The Mother’s Milk Substitute (Control of Sale and Distribution) Act (1992) defines “mother’s milk substitute” under Section 2(a) as any food marketed or otherwise distributed as a partial or total replacement for mother’s milk. Section 9 of the Act prohibits the making of an advertisement giving an impression of creating a belief that the feeding of mother’s milk substitute is equivalent to, or even better than, mother’s milk. The popular health drinks for children, like PediaSure, Horlicks Growth Plus, Cadbury, Bournvita Lil Champs Chocolate and others, through their advertisement, give an impression that their products have nutritional value and can help kids grow physically and mentally. The advertisements of these products aired on television channels give an impression that their product is equivalent to mother’s milk.

The Breastfeeding Protection and Promotion Committee under the leadership of Secretary of Ministry of Health is empowered to conduct an inquiry and investigation as to the compliance of the law, especially regarding the label and among other information provided on milk packets whether it’s good for consumption for children. This law, too, is at the crossroads. The available dairy products in Nepali markets, especially milk packets, barely use a label showing whether they are good for consumption for children.

In the same way, the Tobaccos Product (Control and Regulatory) Act (2011) prohibits the smoking or consumption of tobacco products in public places. Section 3 defines ‘public places’ as offices, educational institutions, airports, public transports, cinema halls, hotels, motels, bars, or departmental stores. The law also requires for a mandatory display of public notice at each office indicating that smoking and tobacco consumption is strictly prohibited.

Section 19 provides for a Committee for control and regulation of tobaccos under the leadership of Secretary of Ministry of Health and Population and it’s empowered to launch awareness programs about the harmful effects of smoking and tobacco consumption.

There is a Health Tax Fund under Section 22 for controlling smoking and tobacco products’ consumption and for the prevention and control of diseases caused by consumption of the said products.
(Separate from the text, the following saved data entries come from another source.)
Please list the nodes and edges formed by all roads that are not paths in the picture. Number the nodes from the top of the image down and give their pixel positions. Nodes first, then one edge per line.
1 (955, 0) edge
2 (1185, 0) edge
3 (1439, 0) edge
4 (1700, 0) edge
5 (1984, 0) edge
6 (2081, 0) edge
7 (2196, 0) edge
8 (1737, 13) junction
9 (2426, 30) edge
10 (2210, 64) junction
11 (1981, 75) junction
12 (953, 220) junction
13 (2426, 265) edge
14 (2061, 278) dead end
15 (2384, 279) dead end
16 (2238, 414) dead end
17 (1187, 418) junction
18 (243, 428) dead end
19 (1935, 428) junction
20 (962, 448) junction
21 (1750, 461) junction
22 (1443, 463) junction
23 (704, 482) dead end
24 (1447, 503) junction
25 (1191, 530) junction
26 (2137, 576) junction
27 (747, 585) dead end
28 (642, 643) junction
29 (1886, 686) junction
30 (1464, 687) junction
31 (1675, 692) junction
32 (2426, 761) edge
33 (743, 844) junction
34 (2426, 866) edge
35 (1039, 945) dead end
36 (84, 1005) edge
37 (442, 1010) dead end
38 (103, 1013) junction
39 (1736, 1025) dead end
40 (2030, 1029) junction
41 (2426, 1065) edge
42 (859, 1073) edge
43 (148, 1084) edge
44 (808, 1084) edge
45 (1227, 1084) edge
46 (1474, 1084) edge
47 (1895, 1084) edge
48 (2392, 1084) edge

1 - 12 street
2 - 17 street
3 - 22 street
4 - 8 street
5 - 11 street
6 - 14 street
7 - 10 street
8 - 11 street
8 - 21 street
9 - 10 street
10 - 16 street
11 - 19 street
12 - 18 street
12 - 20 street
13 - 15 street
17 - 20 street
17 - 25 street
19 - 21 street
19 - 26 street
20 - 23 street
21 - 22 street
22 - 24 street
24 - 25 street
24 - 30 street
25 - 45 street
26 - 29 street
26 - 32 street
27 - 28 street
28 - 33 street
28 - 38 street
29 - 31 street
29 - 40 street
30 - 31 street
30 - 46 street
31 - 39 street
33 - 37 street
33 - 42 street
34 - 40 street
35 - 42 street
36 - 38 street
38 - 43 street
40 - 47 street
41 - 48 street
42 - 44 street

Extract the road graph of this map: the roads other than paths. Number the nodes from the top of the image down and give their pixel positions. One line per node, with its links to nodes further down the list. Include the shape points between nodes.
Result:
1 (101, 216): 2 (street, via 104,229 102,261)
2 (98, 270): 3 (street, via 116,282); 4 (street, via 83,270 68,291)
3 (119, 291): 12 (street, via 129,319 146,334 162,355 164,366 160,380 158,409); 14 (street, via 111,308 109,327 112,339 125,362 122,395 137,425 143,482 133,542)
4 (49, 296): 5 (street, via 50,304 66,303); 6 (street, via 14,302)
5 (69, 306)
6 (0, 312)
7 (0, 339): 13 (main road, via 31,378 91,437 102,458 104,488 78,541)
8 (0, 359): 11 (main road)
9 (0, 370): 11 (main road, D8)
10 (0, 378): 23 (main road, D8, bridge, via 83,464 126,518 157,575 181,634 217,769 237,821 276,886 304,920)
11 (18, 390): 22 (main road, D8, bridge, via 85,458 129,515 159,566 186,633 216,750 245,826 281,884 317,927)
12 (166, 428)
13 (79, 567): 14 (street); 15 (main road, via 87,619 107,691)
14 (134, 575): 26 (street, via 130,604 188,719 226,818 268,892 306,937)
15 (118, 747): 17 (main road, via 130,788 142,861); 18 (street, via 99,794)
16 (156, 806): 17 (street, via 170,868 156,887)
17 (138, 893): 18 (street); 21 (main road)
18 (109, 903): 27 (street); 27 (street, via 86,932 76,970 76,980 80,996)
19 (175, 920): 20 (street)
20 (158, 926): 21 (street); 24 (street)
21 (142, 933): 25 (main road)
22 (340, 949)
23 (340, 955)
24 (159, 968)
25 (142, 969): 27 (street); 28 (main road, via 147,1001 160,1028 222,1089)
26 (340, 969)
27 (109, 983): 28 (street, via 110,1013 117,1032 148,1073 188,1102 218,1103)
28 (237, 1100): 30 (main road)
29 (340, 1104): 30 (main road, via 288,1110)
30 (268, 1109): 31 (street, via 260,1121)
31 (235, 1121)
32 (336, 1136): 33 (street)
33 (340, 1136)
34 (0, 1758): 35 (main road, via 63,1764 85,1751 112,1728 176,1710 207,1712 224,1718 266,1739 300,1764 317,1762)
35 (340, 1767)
Making a law by parliament is only half the battle won. The non-implementation will push the state toward the path of corruption, abuse of power and bad governance. 

The government authorities do not seem to have taken implementation of this law seriously. I have never heard of or seen the authorities slapping a fine on a person found smoking at public places.   

Another case relates to Rule 3 of Drugs Category Rules (1986) enacted under Drugs Act (1978). It says that the Department of Drugs Administration shall prepare an official Nepali Pharmacopeia. This has not happened yet.

Implementation is a key

The implementation process can be made faster only through proper publicity and awareness campaigns. The Non-Government Organizations (NGOs) can create awareness and sensitise the stakeholders but the reality is that they only believe in showcasing paperwork or the number of cases.

If NGOs and civil society can take the charge of creating the right noise and spread awareness about the legislations, it would probably pressure the government to implement those laws.

The discrepancy between the existence of good laws and their actual implementation is itself  proof of lack of seriousness among the government authorities to implement them. Mere presence of laws does not mean anything unless law enforcement agencies actually implement them.

Implementation of law is a prerequisite to ensuring rule of law. Poor implementation will make even the greatest of the laws ineffective. Making a law by parliament is only half the battle won. The non-implementation will push the state toward the path of corruption, abuse of power and bad governance.